Spyware

Drive by Downloads

PUPs

What is Spyware?

Any software that covertly gathers user information through the user's Internet connection without his or her knowledge, usually for advertising purposes. Spyware applications are typically bundled as a hidden component of freeware or shareware programs that can be downloaded from the Internet; however, it should be noted that the majority of shareware and freeware applications do not come with spyware. Once installed, the spyware monitors user activity on the Internet and transmits that information in the background to someone else. Spyware can also gather information about e-mail addresses and even passwords and credit card numbers.

Spyware is similar to a Trojan horse in that users unwittingly install the product when they install something else. A common way to become a victim of spyware is to download certain peer-to-peer file swapping products that are available today.

Aside from the questions of ethics and privacy, spyware steals from the user by using the computer's memory resources and also by eating bandwidth as it sends information back to the spyware's home base via the user's Internet connection. Because spyware is using memory and system resources, the applications running in the background can lead to system crashes or general system instability.

Because spyware exists as independent executable programs, they have the ability to monitor keystrokes, scan files on the hard drive, snoop other applications, such as chat programs or word processors, install other spyware programs, read cookies, change the default home page on the Web browser, consistently relaying this information back to the spyware author who will either use it for advertising/marketing purposes or sell the information to another party.
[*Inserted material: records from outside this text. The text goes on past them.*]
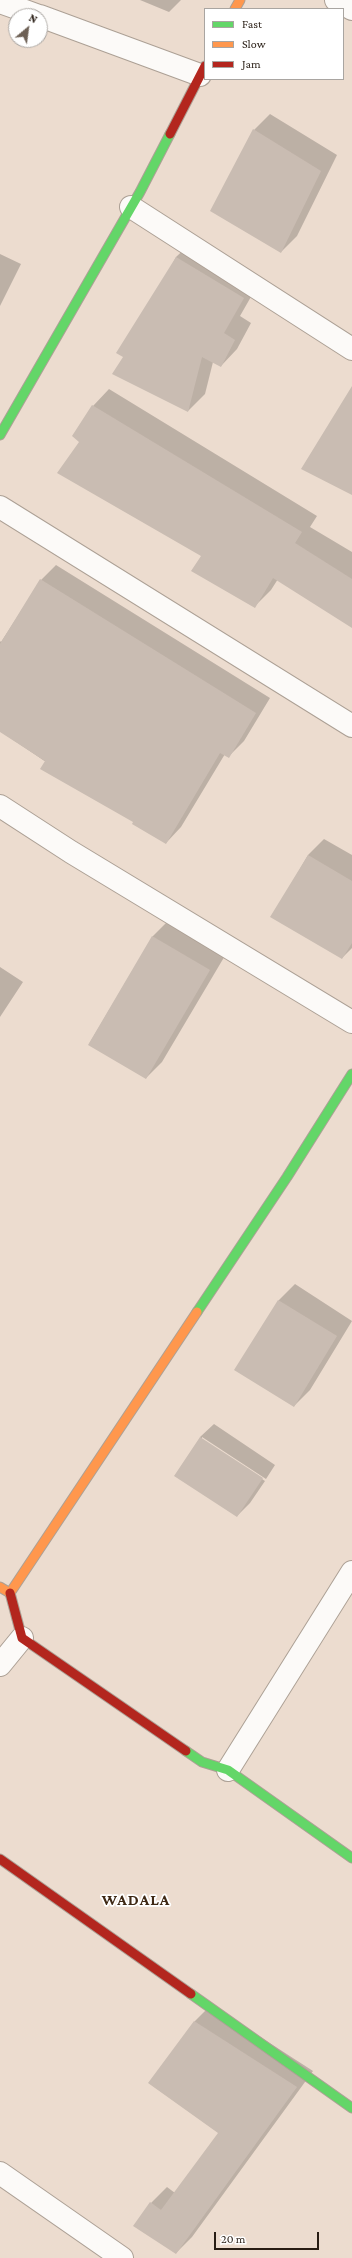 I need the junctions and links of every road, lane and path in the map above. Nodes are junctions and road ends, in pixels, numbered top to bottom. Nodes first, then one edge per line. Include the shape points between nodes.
1 (336, 0) edge
2 (0, 2) edge
3 (17, 8) edge
4 (352, 9) edge
5 (48, 19) edge
6 (203, 71) edge
7 (131, 207) junction
8 (352, 349) edge
9 (0, 435) edge
10 (0, 507) edge
11 (352, 726) edge
12 (0, 806) edge
13 (352, 1022) edge
14 (352, 1074) edge
15 (352, 1572) edge
16 (0, 1587) edge
17 (10, 1593) junction
18 (22, 1638) junction
19 (0, 1664) edge
20 (228, 1770) junction
21 (352, 1858) edge
22 (0, 1859) edge
23 (352, 2108) edge
24 (0, 2173) edge
25 (122, 2258) edge

1 - 4 street
2 - 3 street
5 - 6 street
6 - 7 street
7 - 8 street
7 - 9 street
10 - 11 street
12 - 13 street via 70,852
14 - 17 street via 287,1177
15 - 20 street
16 - 17 street
17 - 18 street
18 - 19 street
18 - 20 street via 202,1762
20 - 21 street
22 - 23 street
24 - 25 street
Licensing agreements that accompany software downloads sometimes warn the user that a spyware program will be installed along with the requested software, but the licensing agreements may not always be read completely because the notice of a spyware installation is often couched in obtuse, hard-to-read legal disclaimers.
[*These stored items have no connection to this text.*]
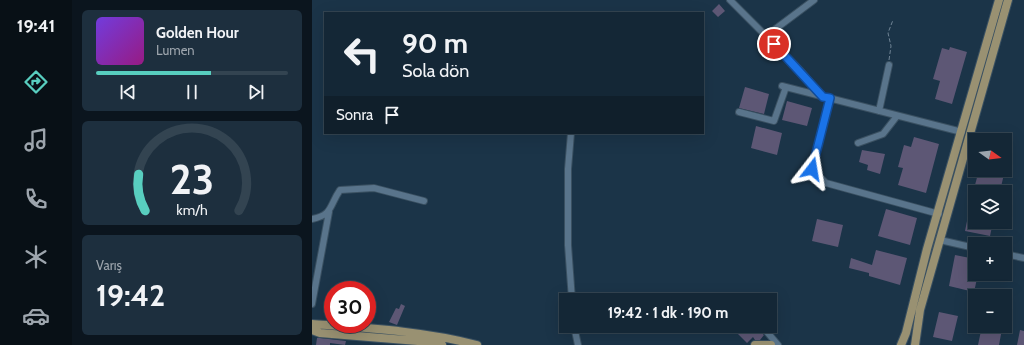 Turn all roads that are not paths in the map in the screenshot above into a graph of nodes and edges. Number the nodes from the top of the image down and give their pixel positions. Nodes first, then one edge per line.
1 (730, 0) edge
2 (814, 0) edge
3 (999, 0) edge
4 (1008, 0) edge
5 (766, 36) junction
6 (889, 64) road end
7 (826, 98) junction
8 (879, 111) junction
9 (739, 112) dead end
10 (897, 116) junction
11 (962, 132) junction
12 (571, 134) edge
13 (858, 143) dead end
14 (424, 201) dead end
15 (329, 212) junction
16 (939, 214) junction
17 (312, 219) edge
18 (940, 240) junction
19 (968, 246) edge
20 (1012, 255) edge
21 (1024, 258) edge
22 (571, 293) edge
23 (312, 304) edge
24 (312, 324) edge
25 (312, 330) edge
26 (575, 333) edge
27 (768, 333) edge
28 (431, 341) edge
29 (442, 345) edge
30 (477, 345) edge
31 (578, 345) edge
32 (755, 345) edge
33 (771, 345) edge
34 (778, 345) edge
35 (901, 345) edge
36 (915, 345) edge

1 - 5 street
2 - 5 street
3 - 11 main road
4 - 18 main road
5 - 7 street
6 - 8 street
7 - 8 street
7 - 9 street
7 - 16 street
8 - 10 street
10 - 11 street
10 - 13 street
11 - 16 main road
12 - 22 street
14 - 15 street
15 - 17 street
15 - 23 street
16 - 35 main road
18 - 19 street
18 - 36 main road
20 - 21 street
24 - 28 main road
25 - 28 main road
26 - 31 street
27 - 34 street
28 - 29 main road
28 - 30 main road
32 - 33 main road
Here is an example of spyware infecting a computer. More to come soon.

 What is a Drive By Download?

A drive-by download is a program that is automatically downloaded to your computer without your consent or even your knowledge. Unlike a pop-up download, which asks for consent (albeit in a calculated manner likely to lead to a "yes"), a drive-by download can be initiated by simply visiting a Web site or viewing an HTML e-mail message. If your computer's security settings are lax, it may be possible for drive-by downloads to occur without any further action on your part.

Frequently, a drive-by download is installed along with a user-requested application. (In this case, the unwanted application is sometimes called a barnacle.) For example, a file sharing program might be included with a spyware program that tracks and reports user information for targeted marketing purposes. An associated adware program can then generate pop-up advertisements using that information.

Xupiter, an Internet Explorer toolbar program, was frequently installed as a drive-by download in the early 2000s. The program replaced a user's home page, changed browser settings, and used a redirect to take all searches to the Xupiter Web site. In some versions, the program initiated drive-by downloads of other programs. Furthermore, although it came with an uninstall utility, Xupiter was quite challenging for the average computer user to remove.

What is a PUP?

A PUP (potentially unwanted program) is a program that may be unwanted, despite the possibility that users consented to download it. PUPs include spyware, adware, and dialers, and are often downloaded in conjunction with a program that the user wants.

The term was created by McAfee, the Internet Security company, because marketing firms objected to having their products called "spyware": in the view of such firms, all the information necessary for informed consent is included in the download agreement. It is widely recognized, however, that many if not most users fail to read a download agreement in sufficient detail to understand exactly what they are downloading.

McAfee differentiates PUPs from other types of malware, such as Viruses, Trojans, and Worms, which can be safely assumed to be unwanted by the user.